**Work to complete:** Scan the entries below, and for each line that includes the word "Cesar", make a copy.

**Data:**
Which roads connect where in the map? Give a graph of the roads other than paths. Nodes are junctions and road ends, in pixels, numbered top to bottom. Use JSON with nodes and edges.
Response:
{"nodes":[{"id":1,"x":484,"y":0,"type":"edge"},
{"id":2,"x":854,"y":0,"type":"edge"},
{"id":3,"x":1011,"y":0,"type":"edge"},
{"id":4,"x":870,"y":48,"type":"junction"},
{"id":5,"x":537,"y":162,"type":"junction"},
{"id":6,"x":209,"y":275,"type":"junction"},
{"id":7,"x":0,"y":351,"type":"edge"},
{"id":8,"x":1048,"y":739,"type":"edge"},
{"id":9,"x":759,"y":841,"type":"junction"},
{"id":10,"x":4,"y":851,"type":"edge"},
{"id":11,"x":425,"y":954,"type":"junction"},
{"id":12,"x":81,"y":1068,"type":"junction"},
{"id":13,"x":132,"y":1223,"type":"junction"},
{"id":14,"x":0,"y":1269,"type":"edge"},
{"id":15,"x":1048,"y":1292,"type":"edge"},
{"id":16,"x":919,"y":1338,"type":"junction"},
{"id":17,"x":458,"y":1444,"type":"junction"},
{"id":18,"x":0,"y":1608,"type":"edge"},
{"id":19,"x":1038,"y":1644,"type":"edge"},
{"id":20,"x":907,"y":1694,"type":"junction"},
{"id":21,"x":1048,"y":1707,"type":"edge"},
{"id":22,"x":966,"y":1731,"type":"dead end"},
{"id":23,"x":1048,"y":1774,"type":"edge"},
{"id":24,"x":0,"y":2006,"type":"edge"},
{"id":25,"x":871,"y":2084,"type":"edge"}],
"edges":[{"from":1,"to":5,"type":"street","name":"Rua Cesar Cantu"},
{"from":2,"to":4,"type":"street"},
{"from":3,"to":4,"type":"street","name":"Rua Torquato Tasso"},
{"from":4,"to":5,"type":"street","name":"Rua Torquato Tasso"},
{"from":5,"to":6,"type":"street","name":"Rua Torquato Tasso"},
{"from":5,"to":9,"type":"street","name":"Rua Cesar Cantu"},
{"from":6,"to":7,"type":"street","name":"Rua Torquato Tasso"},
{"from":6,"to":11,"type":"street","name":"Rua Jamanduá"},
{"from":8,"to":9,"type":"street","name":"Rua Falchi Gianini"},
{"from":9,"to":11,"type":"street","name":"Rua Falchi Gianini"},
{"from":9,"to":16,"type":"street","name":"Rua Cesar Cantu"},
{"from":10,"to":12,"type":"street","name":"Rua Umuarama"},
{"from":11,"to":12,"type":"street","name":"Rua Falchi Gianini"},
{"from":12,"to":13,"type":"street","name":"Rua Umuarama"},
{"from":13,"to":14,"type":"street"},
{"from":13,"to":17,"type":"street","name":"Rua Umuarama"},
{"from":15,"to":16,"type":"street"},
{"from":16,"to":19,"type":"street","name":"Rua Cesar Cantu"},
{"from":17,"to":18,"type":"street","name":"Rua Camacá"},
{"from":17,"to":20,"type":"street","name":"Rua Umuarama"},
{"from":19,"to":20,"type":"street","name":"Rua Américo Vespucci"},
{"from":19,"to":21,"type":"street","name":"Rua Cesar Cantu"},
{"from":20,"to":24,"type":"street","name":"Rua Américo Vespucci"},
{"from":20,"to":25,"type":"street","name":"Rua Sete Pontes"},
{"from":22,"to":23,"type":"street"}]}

**Completed exercise:**
"edges":[{"from":1,"to":5,"type":"street","name":"Rua Cesar Cantu"},
{"from":5,"to":9,"type":"street","name":"Rua Cesar Cantu"},
{"from":9,"to":16,"type":"street","name":"Rua Cesar Cantu"},
{"from":16,"to":19,"type":"street","name":"Rua Cesar Cantu"},
{"from":19,"to":21,"type":"street","name":"Rua Cesar Cantu"},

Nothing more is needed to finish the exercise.